__Work order__: Give back the records that follow exactly, images excluded.
───── Records supplied ─────
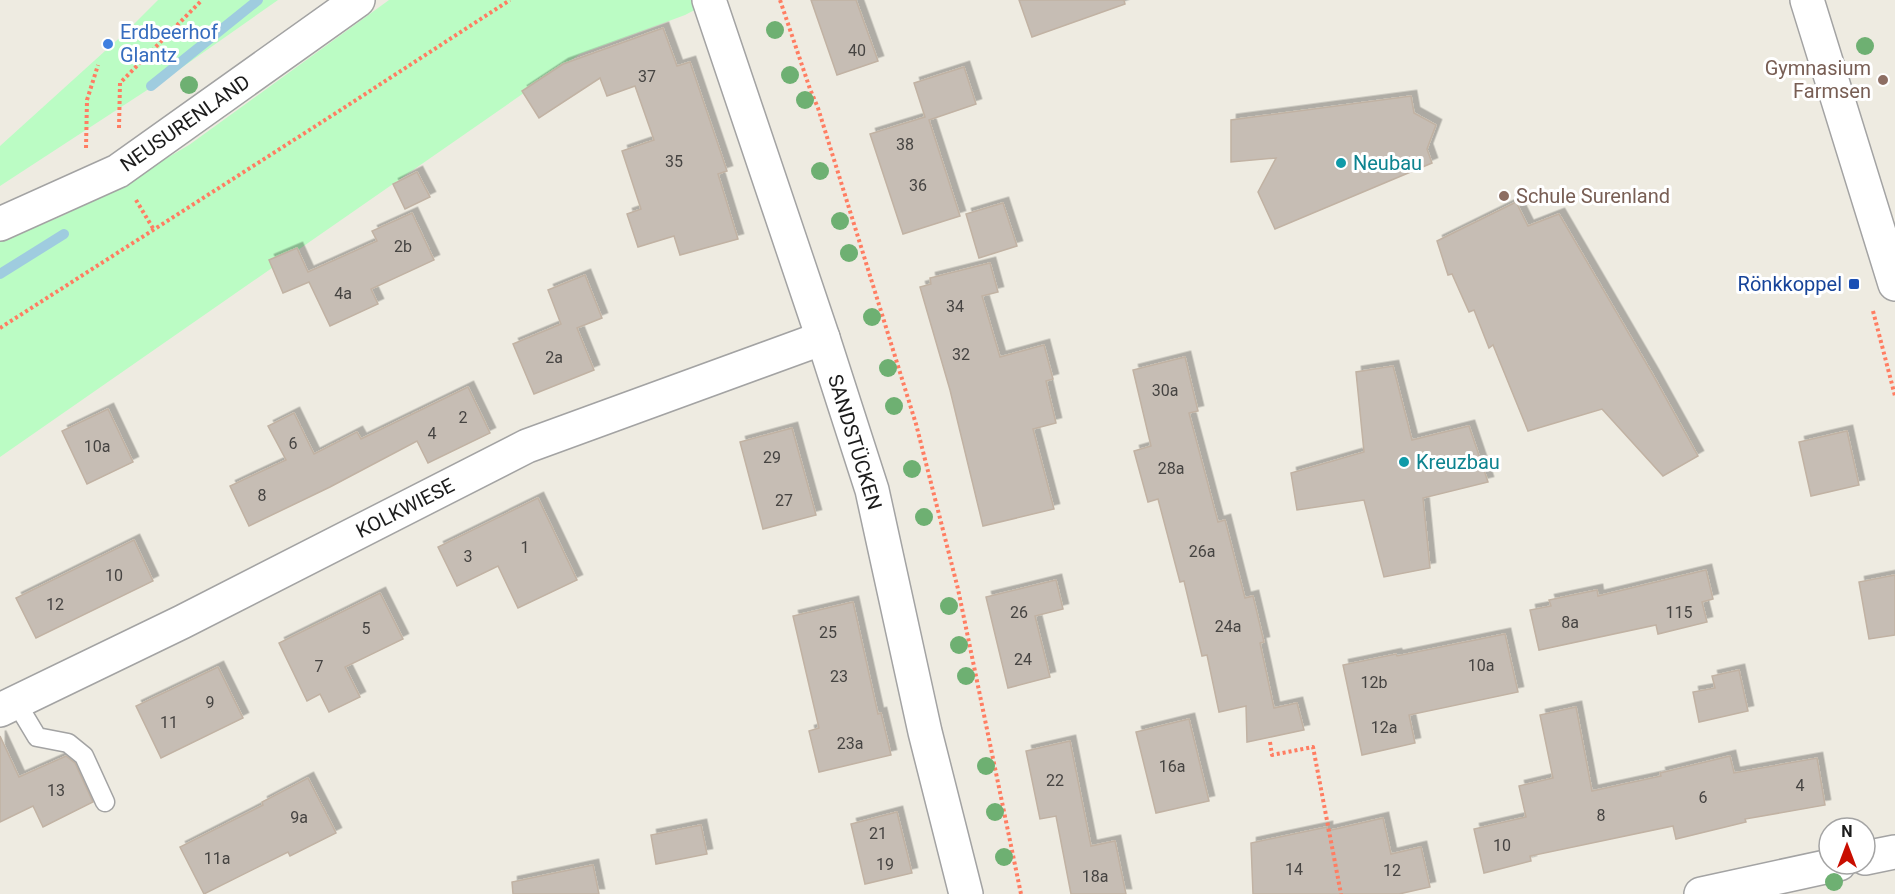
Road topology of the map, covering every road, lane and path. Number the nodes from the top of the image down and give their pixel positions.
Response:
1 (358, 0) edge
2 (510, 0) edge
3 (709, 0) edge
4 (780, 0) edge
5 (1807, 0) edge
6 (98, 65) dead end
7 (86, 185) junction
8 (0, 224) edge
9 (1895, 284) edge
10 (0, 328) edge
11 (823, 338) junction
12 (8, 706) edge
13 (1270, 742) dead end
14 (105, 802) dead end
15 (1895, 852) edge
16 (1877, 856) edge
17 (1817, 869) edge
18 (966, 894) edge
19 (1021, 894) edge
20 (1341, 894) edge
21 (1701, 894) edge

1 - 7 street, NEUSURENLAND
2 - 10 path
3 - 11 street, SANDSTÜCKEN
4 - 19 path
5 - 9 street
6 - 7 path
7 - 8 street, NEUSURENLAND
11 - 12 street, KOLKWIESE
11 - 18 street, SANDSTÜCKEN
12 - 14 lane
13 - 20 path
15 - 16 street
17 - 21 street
─────
__Result for this exercise__:
Road topology of the map, covering every road, lane and path. Number the nodes from the top of the image down and give their pixel positions.
Response:
1 (358, 0) edge
2 (510, 0) edge
3 (709, 0) edge
4 (780, 0) edge
5 (1807, 0) edge
6 (98, 65) dead end
7 (86, 185) junction
8 (0, 224) edge
9 (1895, 284) edge
10 (0, 328) edge
11 (823, 338) junction
12 (8, 706) edge
13 (1270, 742) dead end
14 (105, 802) dead end
15 (1895, 852) edge
16 (1877, 856) edge
17 (1817, 869) edge
18 (966, 894) edge
19 (1021, 894) edge
20 (1341, 894) edge
21 (1701, 894) edge

1 - 7 street, NEUSURENLAND
2 - 10 path
3 - 11 street, SANDSTÜCKEN
4 - 19 path
5 - 9 street
6 - 7 path
7 - 8 street, NEUSURENLAND
11 - 12 street, KOLKWIESE
11 - 18 street, SANDSTÜCKEN
12 - 14 lane
13 - 20 path
15 - 16 street
17 - 21 street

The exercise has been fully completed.